Supporting the Ecosystem for Scaling
On the other hand, we are scaling deep by supporting the innovation ecosystem to create and strengthen the network between the different actors that constitute the foundation for fostering innovation and create community awareness of innovations. The process has helped spark the helped spark interest of academia to integrate our tools and methodologies in their centres of innovation and prove the value of grassroots innovations/innovators. While we will be working with one institution in the first quarter of 2021, we plan to expand our reach to other universities across the country.
We also see our work on developing a grassroots innovation mapping portal with the Technology and Innovation Institute as scaling solution mapping deep into UNDP and the government institutions who will be actively exercising solution safaris to create a national database. This exercise will show the value of solution mapping as a pillar for fostering innovation in development. It also shows the depth and breadth of the innovation ecosystem in the country.

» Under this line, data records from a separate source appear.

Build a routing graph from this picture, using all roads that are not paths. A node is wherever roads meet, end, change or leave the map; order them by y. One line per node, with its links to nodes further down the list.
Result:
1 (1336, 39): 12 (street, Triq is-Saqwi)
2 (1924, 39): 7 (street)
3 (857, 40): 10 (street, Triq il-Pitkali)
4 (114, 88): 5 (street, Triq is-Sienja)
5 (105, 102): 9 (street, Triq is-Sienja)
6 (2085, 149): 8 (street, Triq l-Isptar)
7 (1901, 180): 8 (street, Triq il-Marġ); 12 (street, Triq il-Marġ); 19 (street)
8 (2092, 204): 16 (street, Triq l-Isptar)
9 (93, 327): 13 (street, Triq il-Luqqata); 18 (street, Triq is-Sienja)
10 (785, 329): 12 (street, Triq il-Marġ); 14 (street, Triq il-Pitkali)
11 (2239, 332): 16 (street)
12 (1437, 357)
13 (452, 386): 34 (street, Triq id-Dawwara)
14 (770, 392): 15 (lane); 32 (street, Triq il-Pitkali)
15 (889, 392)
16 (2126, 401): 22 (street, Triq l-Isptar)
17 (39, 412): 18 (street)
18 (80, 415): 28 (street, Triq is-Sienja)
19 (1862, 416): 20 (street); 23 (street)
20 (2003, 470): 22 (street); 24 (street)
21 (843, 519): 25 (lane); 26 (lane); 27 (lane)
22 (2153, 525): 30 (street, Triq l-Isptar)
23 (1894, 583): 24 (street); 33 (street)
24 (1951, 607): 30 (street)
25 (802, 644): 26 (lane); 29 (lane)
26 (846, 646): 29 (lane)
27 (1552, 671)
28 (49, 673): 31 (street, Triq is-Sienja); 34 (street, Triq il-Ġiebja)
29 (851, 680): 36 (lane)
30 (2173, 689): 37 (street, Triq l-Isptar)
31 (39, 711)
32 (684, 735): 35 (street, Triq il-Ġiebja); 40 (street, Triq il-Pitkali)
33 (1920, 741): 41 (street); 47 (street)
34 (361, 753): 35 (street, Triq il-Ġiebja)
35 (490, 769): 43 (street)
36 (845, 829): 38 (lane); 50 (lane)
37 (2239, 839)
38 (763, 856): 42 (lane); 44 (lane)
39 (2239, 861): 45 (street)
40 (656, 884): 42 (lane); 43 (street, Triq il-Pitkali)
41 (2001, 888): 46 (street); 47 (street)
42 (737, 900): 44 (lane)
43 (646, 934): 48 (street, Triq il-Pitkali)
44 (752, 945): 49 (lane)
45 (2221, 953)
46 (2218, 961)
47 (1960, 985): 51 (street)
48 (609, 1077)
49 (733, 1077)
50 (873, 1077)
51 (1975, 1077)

Some of the challenges for local innovators in the innovation ecosystem is the lack of access to enabling infrastructure, tailored business development support and entrepreneurship development coaching. The lab wanted to ensure the sustainability and profitability of COVID 19 solutions that participated in the challenge grant by going beyond funding. We introduced the concept of human-centred design to the product and service development process to ensure viability and desirability. The country office has hired an innovation hub to incubate and provide a full-fledged business development support to the winning innovators. With this partnership, we are equipping innovators with the right skills, tools, strategies, and connections to grow the solutions they have developed into the market.
To sum 2020, we learned and gathered insight on our challenges from waste management to COIVD-19 as we exercised our learning cycles with scalability and growth avenues always in our minds. We have experienced the importance of engaging with potential scaling partners early in the process. As we move on to new challenge areas in 2021, we look forward to expanding our scaling strategy to bring more depth in impacting behaviour and culture as well as scaling up into policy with concrete insights.